◆ **YOUR GOAL**:
All the lines below need retyping exactly, apart from the images.

◆ **MATERIAL PROVIDED**:
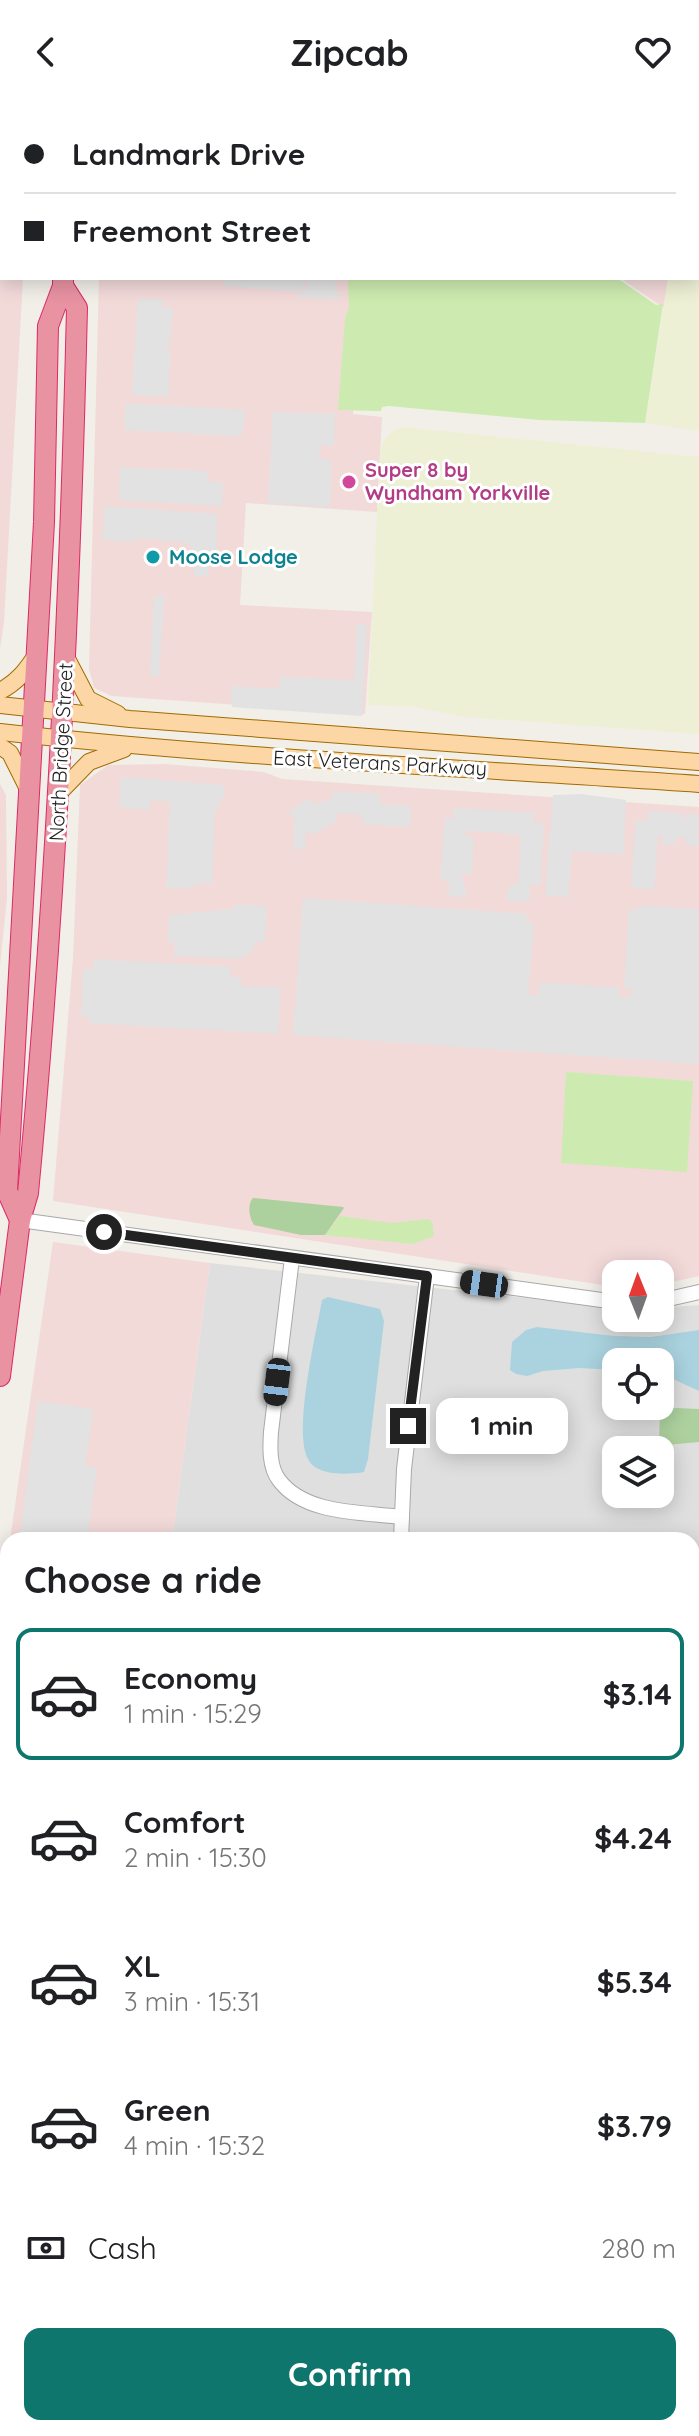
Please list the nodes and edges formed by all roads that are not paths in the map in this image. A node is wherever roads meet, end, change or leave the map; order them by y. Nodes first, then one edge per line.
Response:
1 (63, 282) edge
2 (38, 653) junction
3 (66, 656) junction
4 (0, 691) edge
5 (0, 705) edge
6 (35, 709) junction
7 (63, 713) junction
8 (130, 719) junction
9 (0, 732) edge
10 (33, 736) junction
11 (61, 739) junction
12 (0, 746) edge
13 (132, 746) junction
14 (699, 762) edge
15 (699, 784) edge
16 (30, 794) junction
17 (58, 794) junction
18 (20, 1220) junction
19 (292, 1258) junction
20 (427, 1276) junction
21 (699, 1292) edge
22 (674, 1298) edge
23 (602, 1300) edge
24 (0, 1376) edge
25 (402, 1517) junction
26 (401, 1532) edge

1 - 2 highway, North Bridge Street
1 - 3 highway, North Bridge Street
2 - 4 main road
2 - 6 highway, North Bridge Street
3 - 7 highway, North Bridge Street
3 - 8 main road
5 - 6 main road, East Veterans Parkway
6 - 7 main road, East Veterans Parkway
6 - 10 highway, North Bridge Street
7 - 8 main road, East Veterans Parkway
7 - 11 highway, North Bridge Street
8 - 14 main road, East Veterans Parkway
9 - 10 main road, East Veterans Parkway
10 - 11 main road, East Veterans Parkway
10 - 16 highway, North Bridge Street
11 - 13 main road, East Veterans Parkway
11 - 17 highway, North Bridge Street
12 - 16 main road
13 - 15 main road, East Veterans Parkway
13 - 17 main road
16 - 18 highway, North Bridge Street
17 - 18 highway, North Bridge Street
18 - 19 street
18 - 24 highway, North Bridge Street
19 - 20 street
19 - 25 street
20 - 23 street
20 - 25 street
21 - 22 street
25 - 26 street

◆ **SOLUTION BELOW**:
Please list the nodes and edges formed by all roads that are not paths in the map in this image. A node is wherever roads meet, end, change or leave the map; order them by y. Nodes first, then one edge per line.
Response:
1 (63, 282) edge
2 (38, 653) junction
3 (66, 656) junction
4 (0, 691) edge
5 (0, 705) edge
6 (35, 709) junction
7 (63, 713) junction
8 (130, 719) junction
9 (0, 732) edge
10 (33, 736) junction
11 (61, 739) junction
12 (0, 746) edge
13 (132, 746) junction
14 (699, 762) edge
15 (699, 784) edge
16 (30, 794) junction
17 (58, 794) junction
18 (20, 1220) junction
19 (292, 1258) junction
20 (427, 1276) junction
21 (699, 1292) edge
22 (674, 1298) edge
23 (602, 1300) edge
24 (0, 1376) edge
25 (402, 1517) junction
26 (401, 1532) edge

1 - 2 highway, North Bridge Street
1 - 3 highway, North Bridge Street
2 - 4 main road
2 - 6 highway, North Bridge Street
3 - 7 highway, North Bridge Street
3 - 8 main road
5 - 6 main road, East Veterans Parkway
6 - 7 main road, East Veterans Parkway
6 - 10 highway, North Bridge Street
7 - 8 main road, East Veterans Parkway
7 - 11 highway, North Bridge Street
8 - 14 main road, East Veterans Parkway
9 - 10 main road, East Veterans Parkway
10 - 11 main road, East Veterans Parkway
10 - 16 highway, North Bridge Street
11 - 13 main road, East Veterans Parkway
11 - 17 highway, North Bridge Street
12 - 16 main road
13 - 15 main road, East Veterans Parkway
13 - 17 main road
16 - 18 highway, North Bridge Street
17 - 18 highway, North Bridge Street
18 - 19 street
18 - 24 highway, North Bridge Street
19 - 20 street
19 - 25 street
20 - 23 street
20 - 25 street
21 - 22 street
25 - 26 street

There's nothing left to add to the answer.